WORK ITEM - Please repeat the entries word for word and keep the images out.

(Records contained in a dataset)
══════════
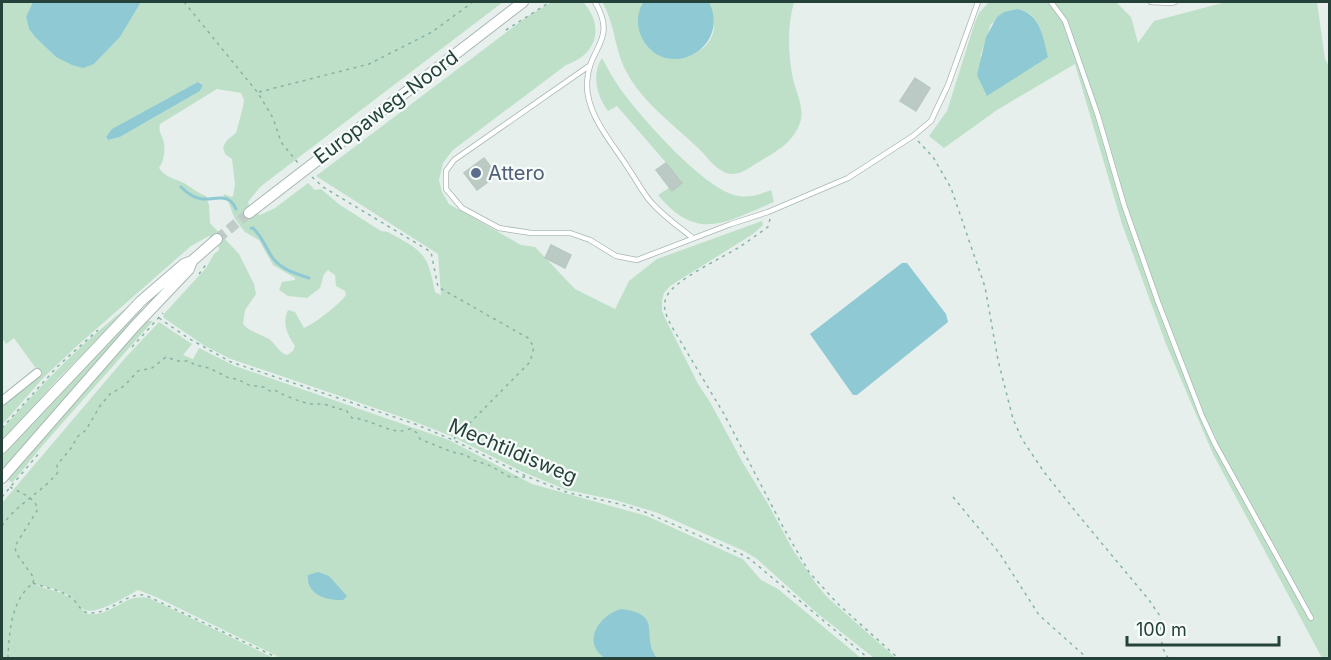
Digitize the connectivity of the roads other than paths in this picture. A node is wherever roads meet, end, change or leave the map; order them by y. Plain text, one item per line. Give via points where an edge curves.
1 (523, 2) edge
2 (594, 2) edge
3 (978, 2) edge
4 (1052, 2) edge
5 (1151, 2) edge
6 (1175, 2) edge
7 (589, 66) junction
8 (249, 213) tunnel mouth
9 (693, 238) junction
10 (217, 239) tunnel mouth
11 (192, 261) junction
12 (37, 373) dead end
13 (2, 401) edge
14 (2, 448) edge
15 (2, 478) edge
16 (1311, 618) dead end

1 - 8 street, Europaweg-Noord
2 - 7 lane via 604,30
3 - 9 lane via 931,121 913,136 848,178
4 - 16 lane via 1065,21 1135,238 1202,416
5 - 6 lane
7 - 9 lane via 588,100 603,131 651,202
7 - 9 lane via 454,160 447,171 446,189 462,208 500,228 570,233 616,256 637,260
10 - 11 street
11 - 14 street via 141,301
11 - 15 street via 189,269
12 - 13 street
══════════
ANSWER SECTION -
Digitize the connectivity of the roads other than paths in this picture. A node is wherever roads meet, end, change or leave the map; order them by y. Plain text, one item per line. Give via points where an edge curves.
1 (523, 2) edge
2 (594, 2) edge
3 (978, 2) edge
4 (1052, 2) edge
5 (1151, 2) edge
6 (1175, 2) edge
7 (589, 66) junction
8 (249, 213) tunnel mouth
9 (693, 238) junction
10 (217, 239) tunnel mouth
11 (192, 261) junction
12 (37, 373) dead end
13 (2, 401) edge
14 (2, 448) edge
15 (2, 478) edge
16 (1311, 618) dead end

1 - 8 street, Europaweg-Noord
2 - 7 lane via 604,30
3 - 9 lane via 931,121 913,136 848,178
4 - 16 lane via 1065,21 1135,238 1202,416
5 - 6 lane
7 - 9 lane via 588,100 603,131 651,202
7 - 9 lane via 454,160 447,171 446,189 462,208 500,228 570,233 616,256 637,260
10 - 11 street
11 - 14 street via 141,301
11 - 15 street via 189,269
12 - 13 street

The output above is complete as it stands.